A combined diagnostic model to evaluate the outcome of neoadjuvant chemotherapy for pancreatic ductal adenocarcinoma
Author Block: E. V. Kondratyev, A. Zharikova, I. Gruzdev, A. Ustalov, S. A. Shmeleva, V. Egorov, E. P. Yasakova, P. V. Markov, D. V. Kalinin; Moscow/RU
Purpose: To develop and compare diagnostic models, including a combinеd model, so as to predict the patologic responce to neoadjuvant chemotherapy (NAC) for pancreatic ductal adenocarcinoma (PDAC).
Methods or Background: 59 patients with histologically confirmed PDAC and preoperative computed tomography (CT) were included in the study.
Patients were divided into two groups depending on the grade of histological response of the tumour based on Tumour Regression Score (TRS) criteria. The first group had a favourable response (TRS 0, 1 ,2), the second - unfavourable response (TRS 3).
A radiologist with 6 years of experience, segmented the region of interest (lesion) for radiomics structure analysis in the arterial and venous CT phases before and after NAC. The extracted texture features were divided into 3 groups (pre-NAC, post-NAC, combined model) and analysed using machine learning techniques.

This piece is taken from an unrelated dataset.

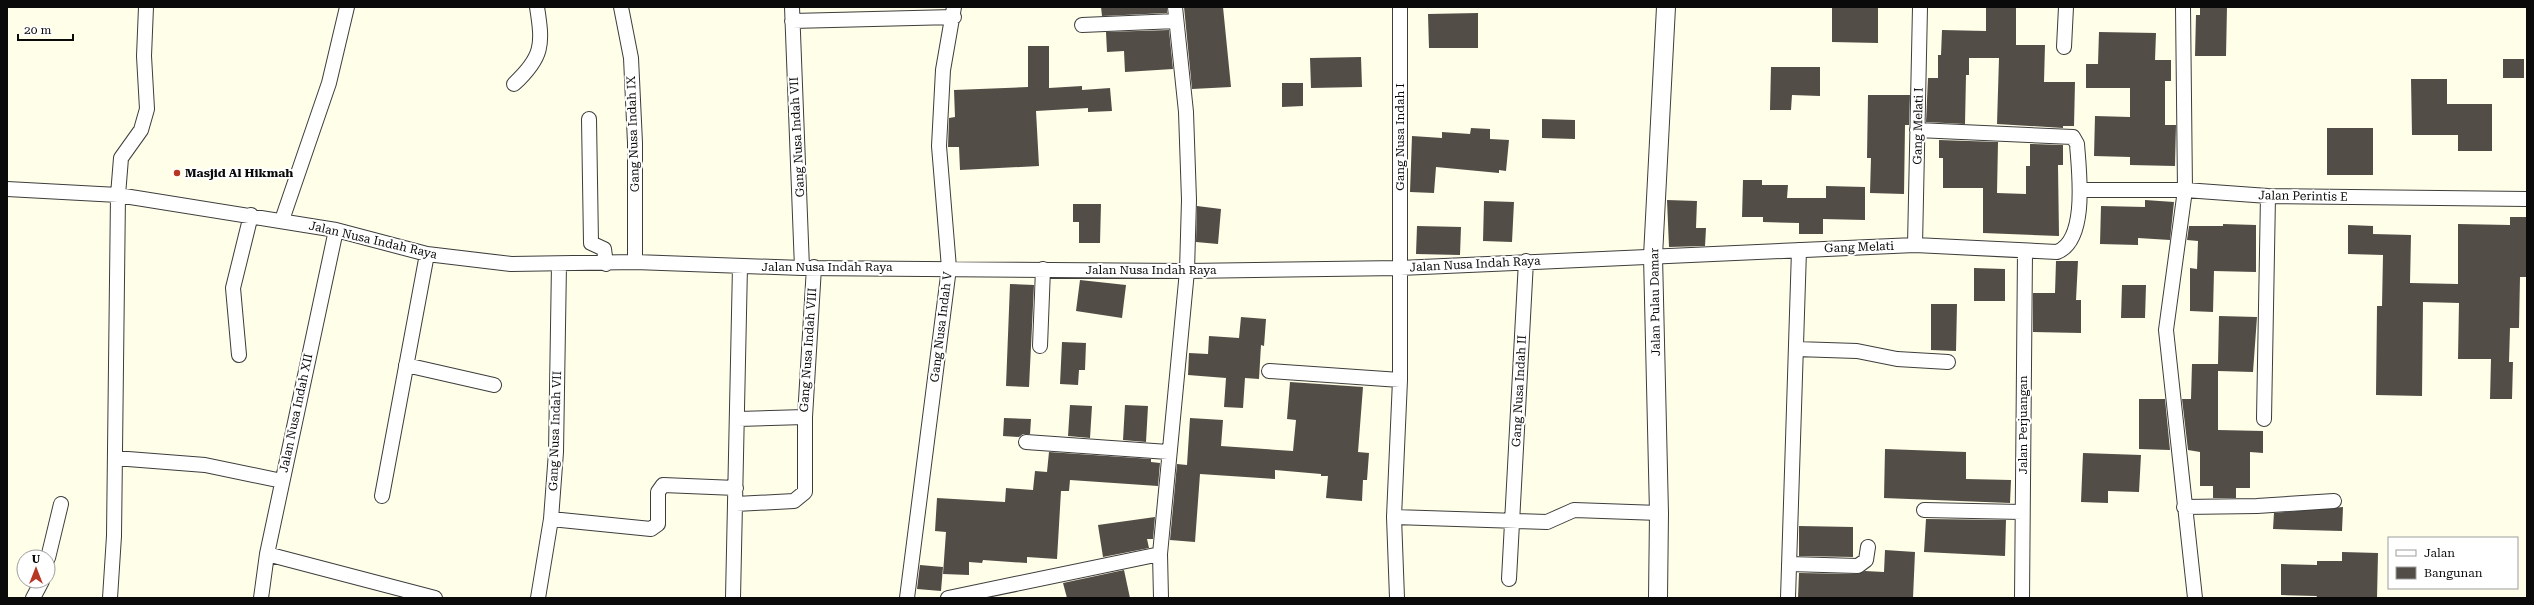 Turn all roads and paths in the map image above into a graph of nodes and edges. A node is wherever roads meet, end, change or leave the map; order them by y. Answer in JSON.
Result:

Results or Findings: The AdaBoost ensemble model (pre-NAC) - ROC AUC (0,831), PR-AUC (0,874) и F1 Score (80%), accuracy (77%), precision (88%), specificity (85,7%) and the Optimized Random Forest (post-NAC) - ROC AUC (0,870), PR-AUC (0,941), F1 Score (85,7%), accuracy (83,3%), precision (90%), recall/sensitivity (81,8%) are the best models for recognising tumours with an unfavourable response, if the high accuracy is priority.
Gradient Boosting is the best fitting model both pre- and post-NAC, when focusing on ROC AUC(0.896) and PR-AUC (0.95).
Comparing the results of the pre- and post-NAC models, the latter were more efficient.
Conclusion: Machine learning models, specifically Optimized Random Forest and Gradient Boosting, trained on texture features from post-NAC CT scans demonstrated high accuracy in detecting non-responders with an unfavorable prognosis.
Limitations: A relatively small sample size and the absence of an external validation group, which complicates the wider application of our model.
Funding for this study: It was not required.
Has your study been approved by an ethics committee? Yes
Ethics committee - additional information: Extract from the minutes № 003-2025 of the meeting of the Scientific Research Ethics Committee of the Federal State Budgetary Institution “A.V. Vishnevsky National Medical Research Center of Surgery” of the Ministry of Health of the Russian Federation dated March 21, 2025.